Ces chiffres contrastent avec l’image souvent véhiculée d’une profession en crise. Une étude de l’Institut européen des politiques de santé publiée en décembre 2024 soulignait déjà que « malgré les difficultés objectives, l’engagement des soignants envers leur mission reste remarquablement solide ».
Des pistes concrètes pour renforcer la considération
Pour améliorer leur reconnaissance sociale, les soignants privilégient des actions de sensibilisation du grand public. Ils sont 51% à suggérer des campagnes de communication positives.
L’éducation constitue également un levier majeur avec 46% qui recommandent des interventions dans les écoles. Par ailleurs, 42% évoquent l’organisation de journées portes ouvertes dans les établissements de santé.
Au-delà de ces actions externes, 45% des soignants soulignent l’importance de formations pour améliorer la relation avec les patients.
Ces attentes rejoignent les recommandations formulées lors du Forum européen des soins de santé tenu à Bruxelles en février 2025. Les experts y préconisaient « une stratégie intégrée combinant valorisation médiatique, sensibilisation précoce des jeunes générations et renforcement des compétences relationnelles des professionnels ».

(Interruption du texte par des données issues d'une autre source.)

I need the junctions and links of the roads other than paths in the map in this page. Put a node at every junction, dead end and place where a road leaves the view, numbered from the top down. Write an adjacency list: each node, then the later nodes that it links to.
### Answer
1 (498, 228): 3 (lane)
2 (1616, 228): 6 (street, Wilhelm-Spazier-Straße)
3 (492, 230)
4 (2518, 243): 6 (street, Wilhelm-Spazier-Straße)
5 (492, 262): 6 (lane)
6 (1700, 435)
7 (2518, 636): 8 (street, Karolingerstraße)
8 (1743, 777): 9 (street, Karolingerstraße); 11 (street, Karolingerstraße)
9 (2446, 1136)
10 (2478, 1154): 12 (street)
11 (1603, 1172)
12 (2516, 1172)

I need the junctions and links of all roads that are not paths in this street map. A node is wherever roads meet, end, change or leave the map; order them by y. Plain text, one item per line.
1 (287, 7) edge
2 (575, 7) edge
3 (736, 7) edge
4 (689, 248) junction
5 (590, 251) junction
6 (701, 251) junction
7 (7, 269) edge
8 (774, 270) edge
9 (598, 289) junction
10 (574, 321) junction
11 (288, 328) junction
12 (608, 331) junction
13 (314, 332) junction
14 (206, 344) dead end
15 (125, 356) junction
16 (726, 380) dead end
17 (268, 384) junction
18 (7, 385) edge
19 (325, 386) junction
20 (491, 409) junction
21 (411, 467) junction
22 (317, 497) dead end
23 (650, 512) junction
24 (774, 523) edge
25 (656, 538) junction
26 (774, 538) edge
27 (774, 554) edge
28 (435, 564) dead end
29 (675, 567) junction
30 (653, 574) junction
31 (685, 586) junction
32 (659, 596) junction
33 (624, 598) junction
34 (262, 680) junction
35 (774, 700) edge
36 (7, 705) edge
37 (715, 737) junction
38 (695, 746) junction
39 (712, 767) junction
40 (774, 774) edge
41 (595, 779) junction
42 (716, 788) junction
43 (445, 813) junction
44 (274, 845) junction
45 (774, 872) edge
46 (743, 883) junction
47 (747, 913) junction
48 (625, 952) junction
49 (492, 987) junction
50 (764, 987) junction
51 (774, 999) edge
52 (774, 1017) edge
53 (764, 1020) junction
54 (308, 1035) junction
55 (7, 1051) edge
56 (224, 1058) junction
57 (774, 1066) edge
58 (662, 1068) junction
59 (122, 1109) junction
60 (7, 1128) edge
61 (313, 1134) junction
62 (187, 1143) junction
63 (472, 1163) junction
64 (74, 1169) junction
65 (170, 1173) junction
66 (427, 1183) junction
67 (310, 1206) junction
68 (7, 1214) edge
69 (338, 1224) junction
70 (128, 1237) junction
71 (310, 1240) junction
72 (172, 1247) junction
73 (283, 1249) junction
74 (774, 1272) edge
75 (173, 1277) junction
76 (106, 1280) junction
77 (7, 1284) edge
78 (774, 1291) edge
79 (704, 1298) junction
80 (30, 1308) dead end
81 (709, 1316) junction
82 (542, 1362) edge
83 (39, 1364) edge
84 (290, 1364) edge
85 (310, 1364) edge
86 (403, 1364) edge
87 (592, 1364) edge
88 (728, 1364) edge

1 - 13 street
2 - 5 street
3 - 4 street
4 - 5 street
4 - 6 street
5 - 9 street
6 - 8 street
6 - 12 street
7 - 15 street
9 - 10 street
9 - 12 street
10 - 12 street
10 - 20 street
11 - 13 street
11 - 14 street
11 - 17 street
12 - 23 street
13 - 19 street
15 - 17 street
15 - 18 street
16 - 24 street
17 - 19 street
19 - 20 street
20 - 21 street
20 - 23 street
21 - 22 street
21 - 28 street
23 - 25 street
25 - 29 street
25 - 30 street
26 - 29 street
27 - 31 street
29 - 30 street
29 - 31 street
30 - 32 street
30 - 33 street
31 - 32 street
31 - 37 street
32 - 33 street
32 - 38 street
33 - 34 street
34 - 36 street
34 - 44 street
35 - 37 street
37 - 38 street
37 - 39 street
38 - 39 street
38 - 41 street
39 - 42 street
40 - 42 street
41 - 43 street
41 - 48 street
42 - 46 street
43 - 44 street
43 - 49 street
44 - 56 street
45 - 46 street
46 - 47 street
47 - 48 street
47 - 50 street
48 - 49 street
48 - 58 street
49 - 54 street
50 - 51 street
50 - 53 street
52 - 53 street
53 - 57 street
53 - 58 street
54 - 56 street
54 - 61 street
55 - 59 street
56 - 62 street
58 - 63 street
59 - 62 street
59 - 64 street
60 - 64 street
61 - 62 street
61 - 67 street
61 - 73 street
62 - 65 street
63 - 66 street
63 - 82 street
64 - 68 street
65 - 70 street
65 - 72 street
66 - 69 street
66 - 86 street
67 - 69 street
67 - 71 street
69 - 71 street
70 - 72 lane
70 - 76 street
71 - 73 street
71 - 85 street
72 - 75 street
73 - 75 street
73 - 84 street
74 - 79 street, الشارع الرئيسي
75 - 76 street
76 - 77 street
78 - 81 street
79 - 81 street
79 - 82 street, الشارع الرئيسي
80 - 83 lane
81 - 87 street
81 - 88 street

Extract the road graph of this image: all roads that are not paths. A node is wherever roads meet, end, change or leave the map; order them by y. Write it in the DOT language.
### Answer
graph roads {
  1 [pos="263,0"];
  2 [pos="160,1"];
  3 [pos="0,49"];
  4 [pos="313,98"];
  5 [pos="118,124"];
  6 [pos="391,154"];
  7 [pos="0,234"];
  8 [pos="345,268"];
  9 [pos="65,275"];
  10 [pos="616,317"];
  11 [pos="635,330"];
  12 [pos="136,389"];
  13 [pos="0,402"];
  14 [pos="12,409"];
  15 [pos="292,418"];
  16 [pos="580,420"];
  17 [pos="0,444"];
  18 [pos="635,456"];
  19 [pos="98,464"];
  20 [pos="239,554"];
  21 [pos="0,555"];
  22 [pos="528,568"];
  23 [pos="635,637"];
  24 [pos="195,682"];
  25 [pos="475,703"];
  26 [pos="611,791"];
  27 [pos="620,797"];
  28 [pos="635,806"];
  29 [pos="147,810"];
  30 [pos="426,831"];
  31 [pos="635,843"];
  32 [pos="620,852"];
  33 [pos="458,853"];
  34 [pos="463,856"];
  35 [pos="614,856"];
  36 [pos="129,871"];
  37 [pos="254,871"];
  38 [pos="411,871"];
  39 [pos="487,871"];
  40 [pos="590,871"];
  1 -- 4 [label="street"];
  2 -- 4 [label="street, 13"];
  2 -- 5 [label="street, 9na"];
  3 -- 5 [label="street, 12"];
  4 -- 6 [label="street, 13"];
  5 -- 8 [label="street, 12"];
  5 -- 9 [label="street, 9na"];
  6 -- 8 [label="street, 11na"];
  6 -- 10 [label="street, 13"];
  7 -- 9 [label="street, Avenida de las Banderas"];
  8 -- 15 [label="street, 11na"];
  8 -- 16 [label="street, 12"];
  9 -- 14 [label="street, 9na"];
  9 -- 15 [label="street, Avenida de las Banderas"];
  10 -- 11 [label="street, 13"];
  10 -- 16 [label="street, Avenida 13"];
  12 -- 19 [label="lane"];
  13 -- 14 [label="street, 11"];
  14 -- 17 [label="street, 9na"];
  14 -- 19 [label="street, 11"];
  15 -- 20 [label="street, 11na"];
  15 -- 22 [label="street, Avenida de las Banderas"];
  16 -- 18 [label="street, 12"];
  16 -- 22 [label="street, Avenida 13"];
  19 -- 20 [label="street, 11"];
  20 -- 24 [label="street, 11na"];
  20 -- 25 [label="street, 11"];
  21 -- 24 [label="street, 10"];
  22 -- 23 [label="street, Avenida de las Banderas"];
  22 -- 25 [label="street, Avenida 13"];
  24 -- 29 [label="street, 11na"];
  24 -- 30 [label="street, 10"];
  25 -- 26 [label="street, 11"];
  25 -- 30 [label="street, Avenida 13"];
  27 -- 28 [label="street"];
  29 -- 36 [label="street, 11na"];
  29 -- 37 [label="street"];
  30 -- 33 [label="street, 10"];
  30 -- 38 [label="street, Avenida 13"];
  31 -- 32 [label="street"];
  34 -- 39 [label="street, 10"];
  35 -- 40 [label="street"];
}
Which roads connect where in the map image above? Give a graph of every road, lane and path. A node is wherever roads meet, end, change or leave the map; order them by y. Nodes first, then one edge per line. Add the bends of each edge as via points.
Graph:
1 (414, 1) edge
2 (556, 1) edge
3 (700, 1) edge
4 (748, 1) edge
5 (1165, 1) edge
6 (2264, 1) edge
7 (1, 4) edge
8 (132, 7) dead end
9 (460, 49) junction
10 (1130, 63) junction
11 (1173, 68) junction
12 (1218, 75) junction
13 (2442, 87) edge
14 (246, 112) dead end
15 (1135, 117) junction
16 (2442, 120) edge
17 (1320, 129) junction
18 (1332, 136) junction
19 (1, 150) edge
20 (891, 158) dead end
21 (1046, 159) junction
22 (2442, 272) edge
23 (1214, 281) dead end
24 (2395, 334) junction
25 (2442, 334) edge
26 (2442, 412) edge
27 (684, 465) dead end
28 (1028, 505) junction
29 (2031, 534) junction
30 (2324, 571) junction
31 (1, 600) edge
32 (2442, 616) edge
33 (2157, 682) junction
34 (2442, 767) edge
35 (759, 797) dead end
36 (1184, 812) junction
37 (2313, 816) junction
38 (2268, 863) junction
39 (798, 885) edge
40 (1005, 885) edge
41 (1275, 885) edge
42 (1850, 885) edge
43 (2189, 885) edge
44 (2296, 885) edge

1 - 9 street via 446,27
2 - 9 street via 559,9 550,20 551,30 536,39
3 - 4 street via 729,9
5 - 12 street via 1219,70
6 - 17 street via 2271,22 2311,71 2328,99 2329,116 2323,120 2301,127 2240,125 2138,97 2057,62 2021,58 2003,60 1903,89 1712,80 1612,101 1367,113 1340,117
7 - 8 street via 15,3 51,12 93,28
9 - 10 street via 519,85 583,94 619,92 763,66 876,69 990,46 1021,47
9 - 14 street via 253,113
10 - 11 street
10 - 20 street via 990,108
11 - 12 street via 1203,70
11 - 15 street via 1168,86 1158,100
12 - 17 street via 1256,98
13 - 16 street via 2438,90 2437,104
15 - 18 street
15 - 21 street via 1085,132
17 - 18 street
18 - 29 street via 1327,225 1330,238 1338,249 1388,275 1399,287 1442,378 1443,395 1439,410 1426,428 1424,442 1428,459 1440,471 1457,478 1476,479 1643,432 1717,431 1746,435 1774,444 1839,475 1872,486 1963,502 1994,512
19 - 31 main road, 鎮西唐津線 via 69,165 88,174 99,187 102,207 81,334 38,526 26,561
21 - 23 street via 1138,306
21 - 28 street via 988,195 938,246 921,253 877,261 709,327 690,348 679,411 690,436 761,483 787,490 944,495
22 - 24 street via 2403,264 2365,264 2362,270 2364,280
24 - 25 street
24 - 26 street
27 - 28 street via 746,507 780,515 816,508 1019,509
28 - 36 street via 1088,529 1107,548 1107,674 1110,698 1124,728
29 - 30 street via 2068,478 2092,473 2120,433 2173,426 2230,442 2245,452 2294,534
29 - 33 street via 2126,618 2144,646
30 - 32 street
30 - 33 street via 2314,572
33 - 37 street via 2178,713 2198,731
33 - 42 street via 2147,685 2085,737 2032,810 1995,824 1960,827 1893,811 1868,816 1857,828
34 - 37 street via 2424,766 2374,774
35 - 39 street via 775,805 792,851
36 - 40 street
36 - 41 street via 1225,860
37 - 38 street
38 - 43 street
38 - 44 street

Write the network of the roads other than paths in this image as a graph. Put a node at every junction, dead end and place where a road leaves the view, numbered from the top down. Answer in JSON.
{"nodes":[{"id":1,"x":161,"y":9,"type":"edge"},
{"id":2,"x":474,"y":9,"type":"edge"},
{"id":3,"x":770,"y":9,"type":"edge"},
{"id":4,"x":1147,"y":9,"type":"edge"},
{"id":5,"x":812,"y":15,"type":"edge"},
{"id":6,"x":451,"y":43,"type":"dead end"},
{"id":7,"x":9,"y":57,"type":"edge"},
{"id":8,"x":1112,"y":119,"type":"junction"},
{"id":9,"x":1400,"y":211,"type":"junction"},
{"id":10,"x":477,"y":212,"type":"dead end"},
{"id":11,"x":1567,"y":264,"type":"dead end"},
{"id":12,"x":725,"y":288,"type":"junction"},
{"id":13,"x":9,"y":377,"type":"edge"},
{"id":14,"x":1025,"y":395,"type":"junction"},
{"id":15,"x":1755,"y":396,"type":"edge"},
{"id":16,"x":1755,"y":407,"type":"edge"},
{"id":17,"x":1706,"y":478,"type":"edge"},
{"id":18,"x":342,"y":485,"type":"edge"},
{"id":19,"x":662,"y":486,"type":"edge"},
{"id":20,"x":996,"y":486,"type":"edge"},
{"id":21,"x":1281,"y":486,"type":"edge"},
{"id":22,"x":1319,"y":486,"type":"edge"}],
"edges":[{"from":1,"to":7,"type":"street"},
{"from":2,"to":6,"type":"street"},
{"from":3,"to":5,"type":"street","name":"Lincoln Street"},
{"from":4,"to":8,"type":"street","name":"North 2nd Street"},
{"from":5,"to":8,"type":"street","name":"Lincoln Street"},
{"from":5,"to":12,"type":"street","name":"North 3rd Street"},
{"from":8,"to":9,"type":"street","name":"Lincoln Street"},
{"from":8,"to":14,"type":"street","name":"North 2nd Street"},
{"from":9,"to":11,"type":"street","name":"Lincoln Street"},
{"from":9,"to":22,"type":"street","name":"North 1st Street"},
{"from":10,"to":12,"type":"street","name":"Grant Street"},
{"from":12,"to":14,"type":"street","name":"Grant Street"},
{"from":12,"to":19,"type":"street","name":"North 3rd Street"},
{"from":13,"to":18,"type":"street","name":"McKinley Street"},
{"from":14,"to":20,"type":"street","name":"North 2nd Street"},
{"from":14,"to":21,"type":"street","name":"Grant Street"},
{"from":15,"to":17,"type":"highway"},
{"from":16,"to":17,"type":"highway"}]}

Des initiatives porteuses d’espoir
Plusieurs initiatives récentes témoignent d’une volonté de répondre à ces attentes. En Espagne, le programme « Santé et Société » lancé en 2024 propose des interventions de professionnels dans les lycées. Plus de 200 établissements y participent déjà.
En Italie, la campagne nationale « Chi cura, conta » (Qui soigne, compte) a généré plus de 15 millions de vues sur les réseaux sociaux depuis septembre 2024.
En Allemagne, l’initiative « Pflegekompetenz » offre des formations certifiantes en communication thérapeutique à plus de 5000 soignants chaque année.
En France, malgré un sentiment de considération plus faible, des expérimentations locales émergent. Le CHU de Lyon a ainsi ouvert ses portes au public lors de quatre week-ends en 2024, accueillant plus de 8000 visiteurs.
Ces démarches, encore insuffisantes face à l’ampleur du défi, esquissent néanmoins des voies prometteuses pour réconcilier l’image publique des soignants avec la réalité de leur engagement quotidien.
La Journée mondiale de la santé 2025 rappelle ainsi que la valorisation des professionnels constitue un enjeu majeur pour l’avenir de nos systèmes de soins. Au-delà des déclarations d’intention, c’est bien la mise en œuvre d’actions concrètes et durables qui permettra de conforter ceux qui, chaque jour, prennent soin de notre santé.